While Eli counts the Weasel as a frienemey (they jump about stupidly and eat bunnies you know), the Rabett does think that he is a tad too attracted to the economically attractive counterfactual.   Still, on many things we are friends in fur, and on the immediate threat of methane emissions bubbling out of the Arctic ocean in moderate agreement.

There are others pushing that peanut, amongst the now most active, Natalia Shakhova from the Russian Academy of Sciences in Vladavostok, and, humor abounds in such things, the University of Alaska Fairbanks who works out of the Akasofu Building.  Shakhova and colleagues have published a new paper in Nature

Vast quantities of carbon are stored in shallow Arctic reservoirs, such as submarine and terrestrial permafrost. Submarine permafrost on the East Siberian Arctic Shelf started warming in the early Holocene, several thousand years ago. However, the present state of the permafrost in this region is uncertain. Here, we present data on the temperature of submarine permafrost on the East Siberian Arctic Shelf using measurements collected from a sediment core, together with sonar-derived observations of bubble flux and measurements of seawater methane levels taken from the same region. The temperature of the sediment core ranged from −1.8 to 0 °C. Although the surface layer exhibited the lowest temperatures, it was entirely unfrozen, owing to significant concentrations of salt. On the basis of the sonar data, we estimate that bubbles escaping the partially thawed permafrost inject 100–630 mg methane m−2d−1 into the overlying water column. We further show that water-column methane levels had dropped significantly following the passage of two storms. We suggest that significant quantities of methane are escaping the East Siberian Shelf as a result of the degradation of submarine permafrost over thousands of years. We suggest that bubbles and storms facilitate the flux of this methane to the overlying ocean and atmosphere, respectively.
with paper flaking going on over at Climate Central.   Eli has some questions about this paper, to be discussed later, for example mixing from storms could enhance solvation and reaction of the methane in the ocean as well as release it to the atmosphere, but here, the Bunny would simply point to methane column density (the amount of methane between the surface and the top of the atmophere) as measured by the SCIAMACHY probe during the summers between 2003 and 2005, the time of year, when, according to Shakhova the emissions from the Siberian coast would be strongest



The emissions from the Arctic do not appear to dominate at that point in time. 

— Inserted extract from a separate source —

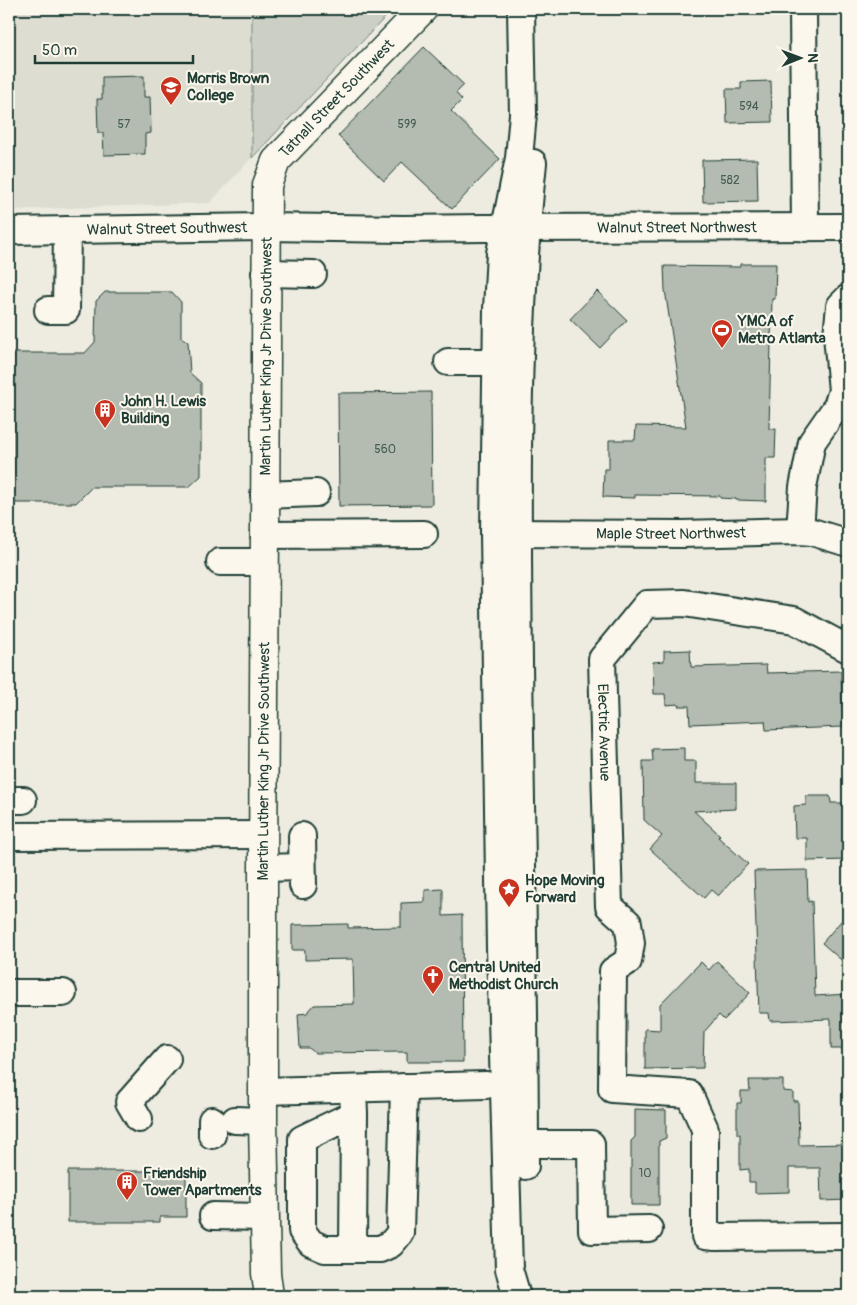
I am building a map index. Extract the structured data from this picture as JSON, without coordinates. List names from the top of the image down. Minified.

UPDATE:  Here is another map showing the same thing.  Note that the major emissions are across the middle of Siberia, not as one of our fans said, near the Siberian coast

 

39 comments:

Sou said...

Does the paper find more is escaping or is it simply reporting the latest measurements? The abstract suggests the former but an article I read about the paper suggested the latter.

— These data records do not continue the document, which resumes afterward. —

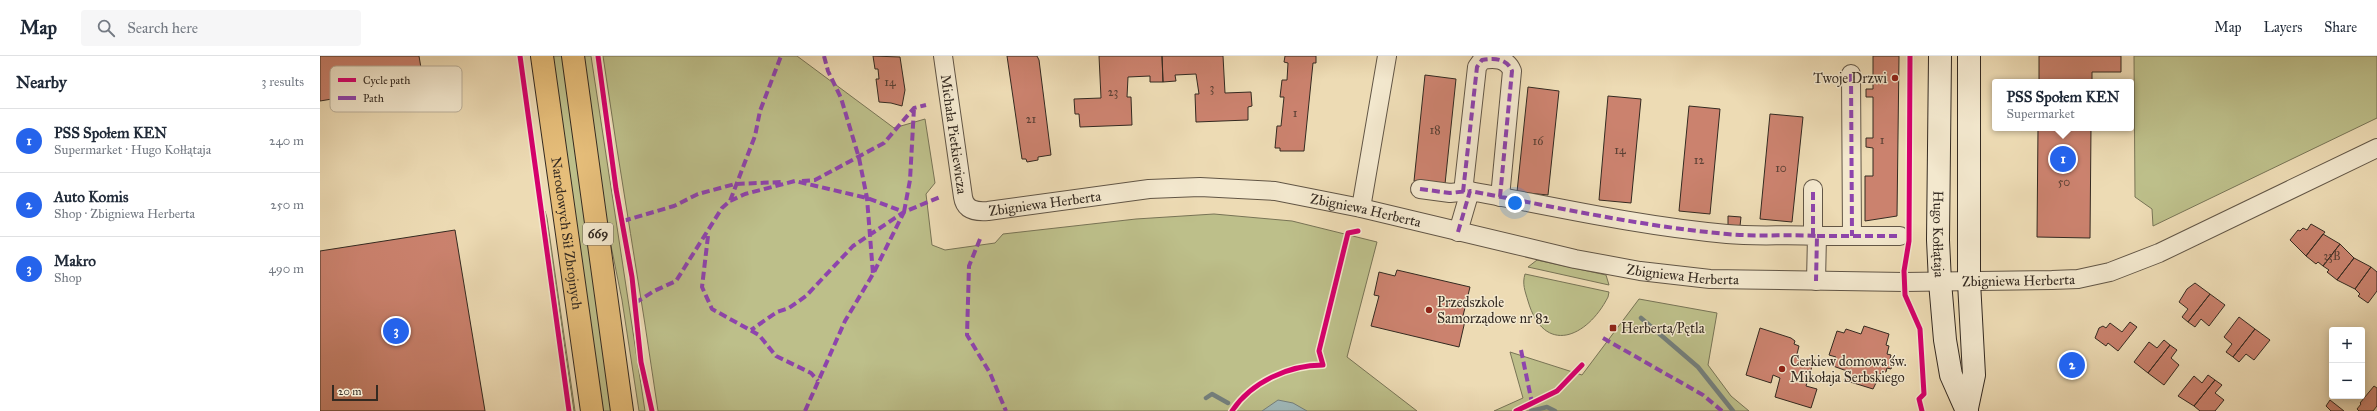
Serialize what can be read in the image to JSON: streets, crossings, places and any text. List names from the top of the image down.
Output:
{
  "streets": {
    "main road": ["Narodowych Sił Zbrojnych", "669"],
    "street": ["Michała Pietkiewicza", "Zbigniewa Herberta", "Hugo Kołłątaja"]
  },
  "crossings": [
    ["Michała Pietkiewicza", "Zbigniewa Herberta"],
    ["Zbigniewa Herberta", "Hugo Kołłątaja"]
  ],
  "places": {
    "other": ["Twoje Drzwi", "Przedszkole Samorządowe nr 82", "Cerkiew domowa św. Mikołaja Serbskiego"],
    "transit": ["Herberta/Pętla"]
  },
  "house_numbers": [
    "14",
    "3",
    "23",
    "1",
    "21",
    "18",
    "1",
    "16",
    "14",
    "12",
    "10",
    "50",
    "33B"
  ],
  "legend": ["Cycle path", "Path"],
  "scale_bar": "20 m",
  "page": {
    "header": "Map",
    "search": "Search here",
    "nav": ["Map", "Layers", "Share"],
    "heading": ["Nearby", "3 results"],
    "popup": ["PSS Społem KEN", "Supermarket"],
    "list": [
      {
        "mark": "1",
        "name": "PSS Społem KEN",
        "note": "Supermarket · Hugo Kołłątaja",
        "value": "240 m"
      },
      {
        "mark": "2",
        "name": "Auto Komis",
        "note": "Shop · Zbigniewa Herberta",
        "value": "250 m"
      },
      {
        "mark": "3",
        "name": "Makro",
        "note": "Shop",
        "value": "490 m"
      }
    ],
    "pins": ["1", "3", "2"],
    "map_buttons": ["+", "−"],
    "scale": "20 m"
  }
}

(I don't have a subs to nature.)

Anonymous said...

"The emissions from the Arctic do not appear to dominate at that point in time. "

Did the Shakhova paper claim that they did?

More specifically, are the plots (plural) that you link to inconsistent with the actual Shakhova results? (eg, that 17 teragrams per year were being released from East Siberia Arctic Shelf )

How (quantifiably) can you tell (one way or the other) from those plots that you linked to?

Anonymous said...

"The emissions from the Arctic do not appear to dominate at that point in time. "

It's not even clear what you mean by "dominate"








Jim Prall said...

I think it is clear enough what is meant by "dominate," to wit, "show up as large blobs of hot colours pink & red." The satellite data are quite illustrative of what you'll hear in a survey course on carbon cycle and methane: key sources are oil & gas extraction (fugitive emissions); rice paddies; livestock; wetlands and rainforests.
The hottest colours in the SCIAMACHY figure (NH summer) show the hottest hotspot over China and SE Asia - the sum of large-scale rice cultivation and Chinese heavy industry. Similar factors account for a less extreme zone over the Indian subcontinent.
The U.S. great plains are another large 'warm' spot, which we can chalk up to intensive (and extensive) cattle ranching (with a side order of oil & gas, frakking etc.)
Both China's and the US's large hotspots show really long downwind plumes extending right across the Pacific and Altantic oceans resp.
Note how the Arctic ocean along Russia's north coast shows the NH 'background' level in the ~1760's ppb, pretty uniformly, with a few freckles above or below this.
Questions this map raises for me: (a) why do the Himalayas produce a "cool spot" downwind so much below the well-mixed NH background? and (b) is there any way to account for a 'warm' spot over the east side of the GIS? Just an eddy of the Eastern US downwind stream?

Kevin O'Neill said...

Wouldn't AIRS data tell us more than SCIAMACHY for the arctic?

Russell Seitz said...

At least one Bayesian Nobel prize prior militates for the creation of a mustelagomorphic chimera, but invoking him might provoke a hail of anti-Godwins.

Susan Anderson said...

Somewhere there was a list of different sources and problems with methane. Now that's useful. But ...

Will somebody please tell me why we should care about individual sources of methane more than the sum of all the different sources? I know this is simplistic, but I am vastly less simplistic than 99% of the population, and if something is to be done we have to stop nitpicking within the academic community, which sounds like escapism by another name to me.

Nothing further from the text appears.